Многие русские могут сегодня сказать: «Мы – тоже». (Мы тоже ощущаем эту ностальгию. Ощущаем, впрочем, пока сдержанно.) Мы – часть Европы, и вместе с ней мы тоже придвинулись к концу истории. Да, с отставанием. Да, с заметным. Но сама разница (отставание, отстояние) на три-четыре десятилетия для хода истории, в сущности, так мала – миг! неполная секунда!.. Вероятно, поэтому, когда на Западе, итожа век, не просто говорят – кричат о крушении гомо сапиенс, о переходе к общей биологической пульсации взамен всем известных и когда-то сделавших Европу Европой великих прорывов индивидуального мышления, нынешние русские без труда понимают, о чём речь.
Фукуяма пишет и о России, о нас: «…из публикаций и личных встреч я делаю однозначный вывод, что… русская интеллигенция пришла к пониманию идеи конца истории за удивительно короткий срок», – имеется в виду краткость и стремительность горбачёвского времени. Слово «интеллигенция» вполне корректирует авторский прицел. Фукуяма увидел – да и как было не увидеть. Жизнь России (как и Запада) определяет в наши дни не борьба «правых» и «левых» и не борьба вообще, а биологическая пульсация самого жизненного процесса – биопульсация самой людской массы (и уже в соотнесении с ней – страны, государства).
Конечно, у нас слишком медленно обновляются как витрины магазинов, так и технологии.
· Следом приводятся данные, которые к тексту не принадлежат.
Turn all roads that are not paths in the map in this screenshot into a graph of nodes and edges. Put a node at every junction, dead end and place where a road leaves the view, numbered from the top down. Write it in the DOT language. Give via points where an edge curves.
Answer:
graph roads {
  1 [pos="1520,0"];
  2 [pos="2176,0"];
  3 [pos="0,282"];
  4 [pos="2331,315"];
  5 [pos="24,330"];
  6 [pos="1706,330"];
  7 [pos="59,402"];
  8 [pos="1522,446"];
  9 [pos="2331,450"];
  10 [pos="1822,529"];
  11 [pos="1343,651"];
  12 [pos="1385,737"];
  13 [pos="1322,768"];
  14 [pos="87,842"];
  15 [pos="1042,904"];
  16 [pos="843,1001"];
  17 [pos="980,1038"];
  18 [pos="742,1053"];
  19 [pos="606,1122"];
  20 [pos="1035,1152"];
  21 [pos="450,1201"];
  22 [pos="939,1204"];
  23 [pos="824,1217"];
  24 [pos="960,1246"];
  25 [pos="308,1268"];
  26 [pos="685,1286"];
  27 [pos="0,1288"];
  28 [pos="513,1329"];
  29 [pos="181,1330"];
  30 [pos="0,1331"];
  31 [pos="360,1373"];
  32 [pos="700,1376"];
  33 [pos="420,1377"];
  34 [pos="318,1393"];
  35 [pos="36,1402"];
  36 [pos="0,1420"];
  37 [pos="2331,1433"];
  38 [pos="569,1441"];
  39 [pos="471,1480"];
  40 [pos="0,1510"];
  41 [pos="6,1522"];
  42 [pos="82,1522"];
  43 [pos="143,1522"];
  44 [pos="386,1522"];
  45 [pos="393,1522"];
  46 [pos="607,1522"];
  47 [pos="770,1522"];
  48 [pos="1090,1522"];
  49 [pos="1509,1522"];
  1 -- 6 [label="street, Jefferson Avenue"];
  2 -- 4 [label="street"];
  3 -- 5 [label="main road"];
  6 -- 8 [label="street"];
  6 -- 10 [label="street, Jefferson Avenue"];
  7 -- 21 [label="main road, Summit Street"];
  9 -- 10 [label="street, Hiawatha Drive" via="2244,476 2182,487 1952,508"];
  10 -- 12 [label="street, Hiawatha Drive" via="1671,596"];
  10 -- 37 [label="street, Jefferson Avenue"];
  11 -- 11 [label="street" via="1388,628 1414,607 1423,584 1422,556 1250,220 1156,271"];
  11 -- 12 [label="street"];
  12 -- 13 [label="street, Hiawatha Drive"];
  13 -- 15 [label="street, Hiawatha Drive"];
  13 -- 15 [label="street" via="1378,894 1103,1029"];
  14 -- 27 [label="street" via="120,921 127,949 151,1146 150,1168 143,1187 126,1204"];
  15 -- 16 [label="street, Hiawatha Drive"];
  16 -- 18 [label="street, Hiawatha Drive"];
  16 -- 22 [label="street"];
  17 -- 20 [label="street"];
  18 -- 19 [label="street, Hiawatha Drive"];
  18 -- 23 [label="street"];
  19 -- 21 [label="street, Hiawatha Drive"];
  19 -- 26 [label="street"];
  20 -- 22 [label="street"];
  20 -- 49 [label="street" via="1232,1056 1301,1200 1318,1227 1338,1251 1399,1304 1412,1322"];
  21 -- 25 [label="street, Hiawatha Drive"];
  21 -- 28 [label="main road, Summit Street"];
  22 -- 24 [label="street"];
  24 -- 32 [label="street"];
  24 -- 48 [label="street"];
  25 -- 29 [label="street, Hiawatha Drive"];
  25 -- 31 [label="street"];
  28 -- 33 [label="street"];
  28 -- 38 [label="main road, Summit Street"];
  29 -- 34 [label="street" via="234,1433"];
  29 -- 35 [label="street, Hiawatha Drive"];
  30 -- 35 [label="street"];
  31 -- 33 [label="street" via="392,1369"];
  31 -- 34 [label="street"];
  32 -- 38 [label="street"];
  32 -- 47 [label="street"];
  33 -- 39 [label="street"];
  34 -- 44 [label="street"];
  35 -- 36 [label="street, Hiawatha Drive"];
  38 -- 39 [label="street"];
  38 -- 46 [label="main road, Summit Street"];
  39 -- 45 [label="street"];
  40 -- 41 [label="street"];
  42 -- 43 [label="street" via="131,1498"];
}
Конечно, мы, как всегда, слишком долго раскачиваемся (русские медленно запрягают, но быстро едут) – но уж когда наберём наконец нужную скорость, мы, может быть, ещё более решительно, чем Западная Европа, отставим в сторону идеи и сам институт идей, запрятав навсегда в бабушкин сундук свой внутренний мир заодно и с загадкой русской души. Зачем загадки и зачем вообще смятения души, если у нас будет прекрасная сытая улыбка, открывающая здоровые красивые зубы?.. (Не ирония. Это и вправду вопрос: зачем?.. Наши молодые парни и девчонки так и говорят – а зачем идеи и зачем за них умирать, если у нас будет здоровье, и деньги, и путешествия?..)
И как не поверить пишущим о конце истории (философам, писателям, журналистам, всему спектру интеллектуалов Запада – да и нашим, пусть поотставшим)? Как не поверить и как не совпасть с ними чувством, если уже сотни вполне объективных исследований безусловно подтверждают некий рубеж, обозначившийся в конце нашего века? (И в конце нашего тысячелетия.) Устали от утопий. Устали от связанных с ними расплат и страданий. Душевная мягкость российского интеллигента и в прошлые-то времена охотно подпадала под эсхатологическое настроение (и совпадала, смыкаясь с ним). Что уж говорить о всех нас о нынешних – о наших днях, когда мы вписались наконец в жизнь Европы и в европейскую проблематику (хотя бы по главным самоощущениям).
Время дышит в затылок. Как и все, я тоже с несомненностью чувствую конец нашего века как конец истории, о котором так много пишут.